In simple terms, Dolby Vision is a video production technology which remains attached to the video from when it is filmed through the editing process and remains in place when you watch it at home. Dolby engineers therefore have end-to-end control of the content and how it is displayed.
Instructions are added to the metadata of each scene of a film, which then tell a compatible television how to set itself up best for each frame. By constantly adjusting the colour, brightness and other variables of the television, Dolby Vision can offer improved skin tones, better exposure and more accurate shadows among other visual tweaks. HDR, on the other hand, is more of a one-size-fits-all solution.
Think of it this way; where HDR makes one, sweeping improvement to picture quality, Dolby Vision makes thousands of changes to the picture as the film plays.
Boosting colours and brightness
As well as making constant adjustments to get the best out of your television, Dolby Vision-enabled screens boast higher brightness levels and can display more colours than HDR10 sets.
Where HDR10 televisions and their 10-bit screens can display just over one billion colours (a lot more than the 16.8 million of an 8-bit panel), Dolby Vision screens are 12-bit and have 68 billion colours at their disposal. This boosts accuracy and brings what you see at home closer to what the director originally intended.
As for brightness, the best HDR footage is limited to 1,000 nits of peak brightness. Dolby Vision content can go right up to 10,000 nits but as no television currently on sale can achieve this, brightness is limited to 4,000 nits.
Which televisions support Dolby Vision?
Initially, it was only LG and its range of beautiful-but-expensive OLED televisions which supported Dolby Vision. But towards the end of 2016 the choices increased, prices fell and for 2017 a number of sets have the feature. This includes all OLED and Super UHD screens by LG, Sony's XE94 and XE93 series, as well as its new A1 OLED television, and select screens from Vizio and LeEco.
The options here will be likely to increase over time, but there are cost implications involved with manufacturers using the Dolby name. Unlike HDR10, which is supported almost universally by TV makers and is a free-to-use technology standard, Dolby Vision is licensed by Dolby Laboratories, meaning manufacturers have to pay when they produce a television which uses it.
Do games consoles, streaming boxes and Blu-ray players support Dolby Vision?
No, not yet. Consoles such as the Xbox One S and PS4 Pro support HDR10, but not Dolby Vision. The same is true for video streaming boxes and, for now, Blu-ray players too. In fact, the latest Google Chromecast is the only device capable of sending Dolby Vision content to a compatible TV - for now.
Dolby says Vision will become a standard part of the new Ultra HD Blu-ray specification for 2017, but these discs aren't yet in production. Compatible players and discs will be along later this year.
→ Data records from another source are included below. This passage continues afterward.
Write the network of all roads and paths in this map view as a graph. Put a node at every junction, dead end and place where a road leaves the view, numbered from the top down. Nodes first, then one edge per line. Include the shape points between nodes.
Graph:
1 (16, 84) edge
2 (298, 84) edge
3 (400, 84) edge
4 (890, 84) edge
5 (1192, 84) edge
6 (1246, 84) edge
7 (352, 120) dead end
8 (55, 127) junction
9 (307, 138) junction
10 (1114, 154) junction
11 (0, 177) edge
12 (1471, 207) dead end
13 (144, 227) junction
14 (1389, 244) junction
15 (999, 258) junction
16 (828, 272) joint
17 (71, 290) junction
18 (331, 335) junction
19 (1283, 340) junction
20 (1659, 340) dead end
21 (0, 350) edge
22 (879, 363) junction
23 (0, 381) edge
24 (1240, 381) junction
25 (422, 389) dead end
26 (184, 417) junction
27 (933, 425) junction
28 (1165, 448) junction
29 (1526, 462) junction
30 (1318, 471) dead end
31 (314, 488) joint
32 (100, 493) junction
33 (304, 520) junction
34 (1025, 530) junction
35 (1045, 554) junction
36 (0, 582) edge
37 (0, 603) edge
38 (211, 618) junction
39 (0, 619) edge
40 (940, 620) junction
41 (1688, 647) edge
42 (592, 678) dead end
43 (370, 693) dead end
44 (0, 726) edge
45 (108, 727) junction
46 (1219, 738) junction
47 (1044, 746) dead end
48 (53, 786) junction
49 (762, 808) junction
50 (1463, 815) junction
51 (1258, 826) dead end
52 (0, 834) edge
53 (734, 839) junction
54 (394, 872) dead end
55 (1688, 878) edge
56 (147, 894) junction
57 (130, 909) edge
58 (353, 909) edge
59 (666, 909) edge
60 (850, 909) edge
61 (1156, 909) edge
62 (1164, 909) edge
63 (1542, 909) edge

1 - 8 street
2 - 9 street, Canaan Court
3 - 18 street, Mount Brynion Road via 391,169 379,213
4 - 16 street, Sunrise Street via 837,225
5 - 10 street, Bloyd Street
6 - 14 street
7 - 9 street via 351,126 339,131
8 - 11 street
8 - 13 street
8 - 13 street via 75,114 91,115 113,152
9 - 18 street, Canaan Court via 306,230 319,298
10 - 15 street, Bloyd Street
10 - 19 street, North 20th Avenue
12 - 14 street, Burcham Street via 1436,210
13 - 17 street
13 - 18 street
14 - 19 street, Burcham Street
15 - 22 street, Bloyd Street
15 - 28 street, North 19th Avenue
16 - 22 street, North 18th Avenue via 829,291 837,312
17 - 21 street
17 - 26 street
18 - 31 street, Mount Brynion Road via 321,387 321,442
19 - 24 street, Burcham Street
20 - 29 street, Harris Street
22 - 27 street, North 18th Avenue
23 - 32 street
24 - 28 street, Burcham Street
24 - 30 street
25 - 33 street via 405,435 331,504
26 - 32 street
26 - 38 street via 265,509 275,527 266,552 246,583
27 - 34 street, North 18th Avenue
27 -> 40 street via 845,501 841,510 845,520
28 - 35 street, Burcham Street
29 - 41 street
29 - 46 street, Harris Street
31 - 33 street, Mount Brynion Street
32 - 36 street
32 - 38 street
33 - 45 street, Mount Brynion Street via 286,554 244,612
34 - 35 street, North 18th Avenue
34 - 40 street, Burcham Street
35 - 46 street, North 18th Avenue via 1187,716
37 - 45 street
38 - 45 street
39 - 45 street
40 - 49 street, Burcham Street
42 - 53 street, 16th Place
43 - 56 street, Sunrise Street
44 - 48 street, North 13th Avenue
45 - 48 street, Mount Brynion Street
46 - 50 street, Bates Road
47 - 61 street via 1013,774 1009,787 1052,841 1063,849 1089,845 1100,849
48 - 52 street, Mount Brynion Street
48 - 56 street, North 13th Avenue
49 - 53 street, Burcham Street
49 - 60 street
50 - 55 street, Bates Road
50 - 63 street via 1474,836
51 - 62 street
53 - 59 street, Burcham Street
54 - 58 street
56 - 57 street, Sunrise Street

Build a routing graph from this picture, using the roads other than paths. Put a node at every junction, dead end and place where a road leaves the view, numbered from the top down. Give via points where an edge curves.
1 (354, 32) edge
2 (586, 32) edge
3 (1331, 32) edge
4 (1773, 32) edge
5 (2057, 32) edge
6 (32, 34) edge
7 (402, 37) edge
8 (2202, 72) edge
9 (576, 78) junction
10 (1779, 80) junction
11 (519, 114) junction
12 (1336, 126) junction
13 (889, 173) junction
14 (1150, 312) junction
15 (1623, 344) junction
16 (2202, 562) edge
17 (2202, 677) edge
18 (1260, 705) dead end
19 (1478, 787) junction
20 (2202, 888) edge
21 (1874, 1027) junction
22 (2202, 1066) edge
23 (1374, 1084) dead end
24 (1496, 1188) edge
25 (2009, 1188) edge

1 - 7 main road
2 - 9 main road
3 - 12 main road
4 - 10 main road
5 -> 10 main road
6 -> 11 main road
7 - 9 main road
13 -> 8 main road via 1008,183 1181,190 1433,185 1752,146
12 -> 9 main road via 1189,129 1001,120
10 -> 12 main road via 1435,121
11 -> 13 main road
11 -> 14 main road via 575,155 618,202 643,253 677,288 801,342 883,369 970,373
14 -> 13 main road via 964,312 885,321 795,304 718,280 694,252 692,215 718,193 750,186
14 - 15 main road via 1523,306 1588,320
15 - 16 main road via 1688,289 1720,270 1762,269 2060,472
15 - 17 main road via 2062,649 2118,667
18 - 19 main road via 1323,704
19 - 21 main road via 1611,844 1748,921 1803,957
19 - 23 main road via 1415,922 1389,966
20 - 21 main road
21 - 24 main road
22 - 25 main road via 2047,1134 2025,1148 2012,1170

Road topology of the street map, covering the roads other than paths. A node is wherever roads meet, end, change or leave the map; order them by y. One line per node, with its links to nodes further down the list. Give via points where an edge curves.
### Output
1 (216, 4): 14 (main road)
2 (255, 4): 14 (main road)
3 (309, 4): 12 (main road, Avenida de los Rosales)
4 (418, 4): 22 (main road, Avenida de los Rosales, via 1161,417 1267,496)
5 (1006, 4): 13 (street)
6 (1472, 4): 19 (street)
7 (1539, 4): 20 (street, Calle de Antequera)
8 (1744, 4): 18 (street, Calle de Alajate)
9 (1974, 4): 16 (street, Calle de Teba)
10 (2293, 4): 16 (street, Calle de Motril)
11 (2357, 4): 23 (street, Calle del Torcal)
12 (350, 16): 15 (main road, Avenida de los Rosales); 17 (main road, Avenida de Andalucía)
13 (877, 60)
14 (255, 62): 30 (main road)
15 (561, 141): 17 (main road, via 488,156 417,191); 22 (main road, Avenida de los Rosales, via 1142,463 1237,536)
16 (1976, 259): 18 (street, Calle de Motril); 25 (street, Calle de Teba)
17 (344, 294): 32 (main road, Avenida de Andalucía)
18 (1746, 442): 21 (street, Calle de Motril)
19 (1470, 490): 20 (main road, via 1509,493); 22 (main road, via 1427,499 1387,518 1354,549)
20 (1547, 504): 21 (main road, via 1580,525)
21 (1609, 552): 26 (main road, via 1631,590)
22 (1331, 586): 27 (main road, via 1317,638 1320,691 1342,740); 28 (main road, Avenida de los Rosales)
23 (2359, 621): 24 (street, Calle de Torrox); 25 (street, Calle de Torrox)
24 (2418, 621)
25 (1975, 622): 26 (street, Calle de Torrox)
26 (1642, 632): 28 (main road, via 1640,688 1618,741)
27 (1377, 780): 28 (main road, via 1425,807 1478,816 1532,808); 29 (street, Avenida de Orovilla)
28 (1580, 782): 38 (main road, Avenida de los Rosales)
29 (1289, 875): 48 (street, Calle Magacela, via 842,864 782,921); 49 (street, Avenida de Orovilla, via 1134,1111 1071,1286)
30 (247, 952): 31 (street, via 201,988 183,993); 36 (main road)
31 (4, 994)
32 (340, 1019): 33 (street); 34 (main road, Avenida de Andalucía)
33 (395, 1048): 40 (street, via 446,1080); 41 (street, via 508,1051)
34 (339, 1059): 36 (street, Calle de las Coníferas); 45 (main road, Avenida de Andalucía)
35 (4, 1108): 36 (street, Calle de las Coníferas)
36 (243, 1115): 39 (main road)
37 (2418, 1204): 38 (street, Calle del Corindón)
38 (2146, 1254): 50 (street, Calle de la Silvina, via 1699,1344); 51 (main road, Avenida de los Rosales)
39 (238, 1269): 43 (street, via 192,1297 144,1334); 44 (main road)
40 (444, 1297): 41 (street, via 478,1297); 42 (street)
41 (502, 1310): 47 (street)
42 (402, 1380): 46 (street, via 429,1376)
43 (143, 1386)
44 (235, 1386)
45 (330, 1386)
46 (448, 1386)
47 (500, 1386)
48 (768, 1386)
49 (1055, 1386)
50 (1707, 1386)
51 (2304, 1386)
What about streaming apps like Netflix? Do they offer Dolby Vision?
Yes. Netflix and Amazon Prime Video support Dolby Vision through the streaming apps pre-installed on your Vision-ready TV. But, just like when Ultra HD and HDR were new, content is thin on the ground.
Netflix Dolby Vision content in the UK, for example, includes Abstract, Daredevil, Marco Polo, Chef's Table France, The OA, Jessica Jones and just a handful of other titles. Amazon's catalogue includes The Smurfs 2, Men in Black 3, Pineapple Express and Elysium, but they only work on LG's Dolby Vision TVs at the moment.
A Dolby logo indicates when content is Vision-enabled. In the case of LG TVs a notification box appears in the top right when the content starts playing, confirming the screen is working in Dolby Vision mode.
HDR10 or Dolby Vision?
Unlike Betamax vs VHS and Blu-ray vs HD-DVD, deciding between HDR10 and Dolby Vision is not like betting on which format will live and which will die.
In simple terms, an HDR10 television will produce excellent picture quality regardless of whether it can step up to the Dolby Vision plate. If it can, then great: you have bought a truly great television. But one format is very unlikely to supersede the other as Blu-ray did over HD-DVD. For now, Dolby Vision is a nice extra, waiting inside your television to be deployed on the rare occasions that compatible content becomes available.